Isilda Gomes mostra-se “uma defensora acérrima do processo de descentralização”, apontando-o como “muito benéfico, porque dará mais responsabilidades às autarquias e ajudará a que as situações se resolvam mais depressa”, admite. “Trata-se de rapidez e eficiência”, acrescenta a autarca, que esteve envolvida no processo nas funções que exerce na Associação Nacional de Municípios Portugueses.
No caso das restantes delegações, Isilda Gomes refere que as aceitou pois há procedimentos, como a limpeza das praias, que já são efetuados pela autarquia sem qualquer tipo de contrapartida.
“Ora, a partir de agora, quem vai receber as rendas, taxas e licenças somos nós. Já é muito mais do que recebíamos até agora e vamos continuar a fazer o mesmo trabalho”, refere.
Apesar de na generalidade, a maioria ter rejeitado educação e saúde, Isilda Gomes decidiu aceitá-las, pois constatou, conforme assegura, que o envelope financeiro cobre os gastos. “Os mapas vieram antes para verificarmos se as verbas correspondem ou não. Na área da educação uma das coisas que me preocupava era se a Escola Secundária Manuel Teixeira Gomes era considerada como prioritária para investimento e candidatura a fundos comunitários e está lá na listagem como prioridade”, afiança.
MAIORIA REJEITA PROTEÇÃO ANIMAL
Há várias rejeições e aceitações no panorama regional. Da lista de municípios conta ainda a aprovação de Monchique no que toca à proteção animal e segurança alimentar, bem como a cultura. Já Lagos aceita apenas o património público imobiliário sem utilização e a cultura. A Sotavento, Loulé rejeita praias, habitação e estacionamento público, enquanto Faro não quer praias, justiça e proteção animal. São Brás de Alportel aceita praias, associação de bombeiros, habitação e património imobiliário público sem utilização. Olhão não quer proteção animal e cultura.
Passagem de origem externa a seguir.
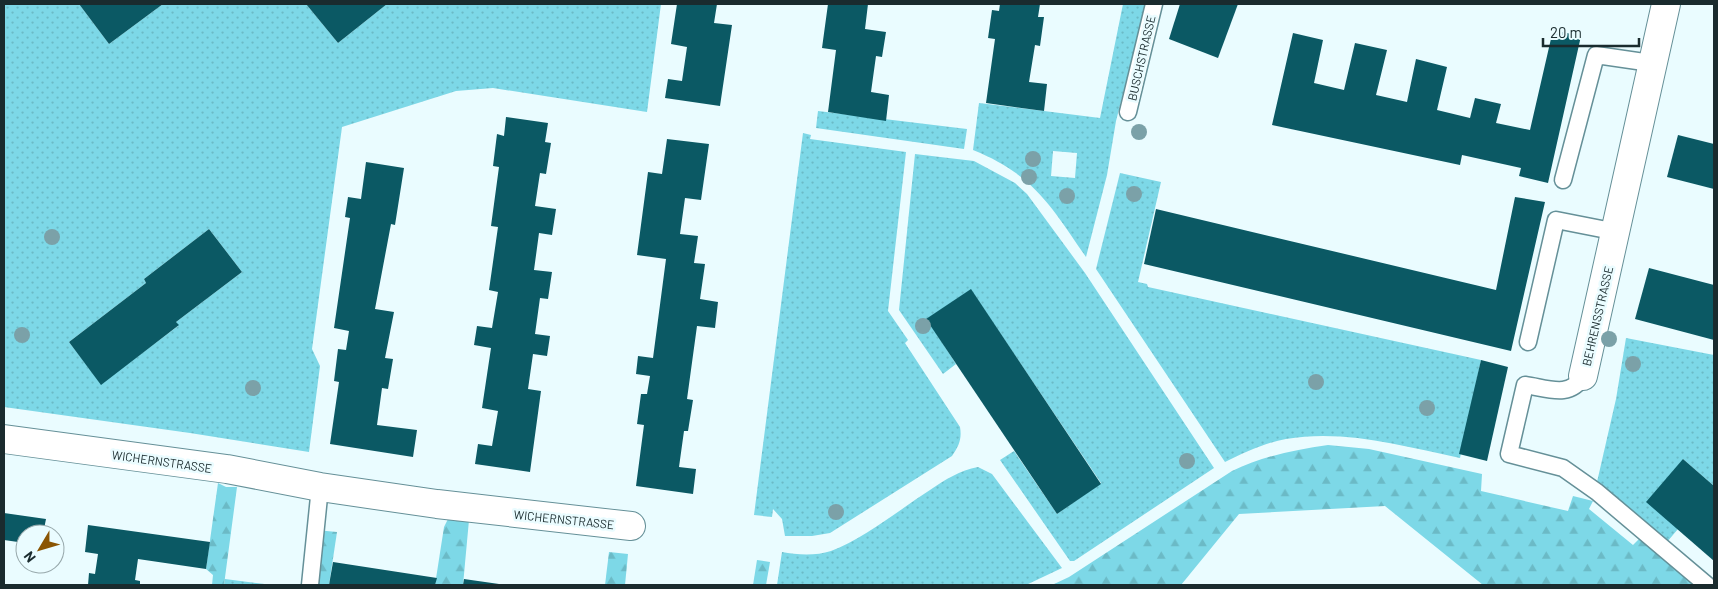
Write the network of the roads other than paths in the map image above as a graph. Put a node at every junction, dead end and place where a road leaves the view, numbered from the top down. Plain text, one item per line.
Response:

PCP OPÕE-SE A TRANSFERÊNCIA PARA AMAL
As competências que seriam para passar para a alçada da AMAL, em alguns casos partilhadas com as autarquias, como a educação e saúde, foram rejeitadas pelo Partido Comunista Português, segundo avançou Jorge Botelho, presidente daquela comunidade intermunicipal. “Era necessária unanimidade para que fossem aprovadas”, clarifica.
O também presidente da Câmara Municipal de Tavira, autarquia que rejeitou as vias de comunicação, estruturas de atendimento ao cidadão e proteção animal e segurança alimentar, refere que a decisão no órgão autárquico que gere não teve a ver com o envelope financeiro, mas com a falta de informação. “Não aceitei as competências, porque o quadro legislativo não estava estável e não sabíamos nada do assunto. Ainda não há informação. Por exemplo, na proteção animal e segurança alimentar, não há referência sobre isso, e essa delegação requer muita logística. De uma forma geral, as Câmaras aceitaram as competências que já tinham, umas mais ou outras menos. Também não aceitei na área da educação e saúde, pois são pesadas, envolvem muitas pessoas e é preciso saber o que se está a fazer”, diz.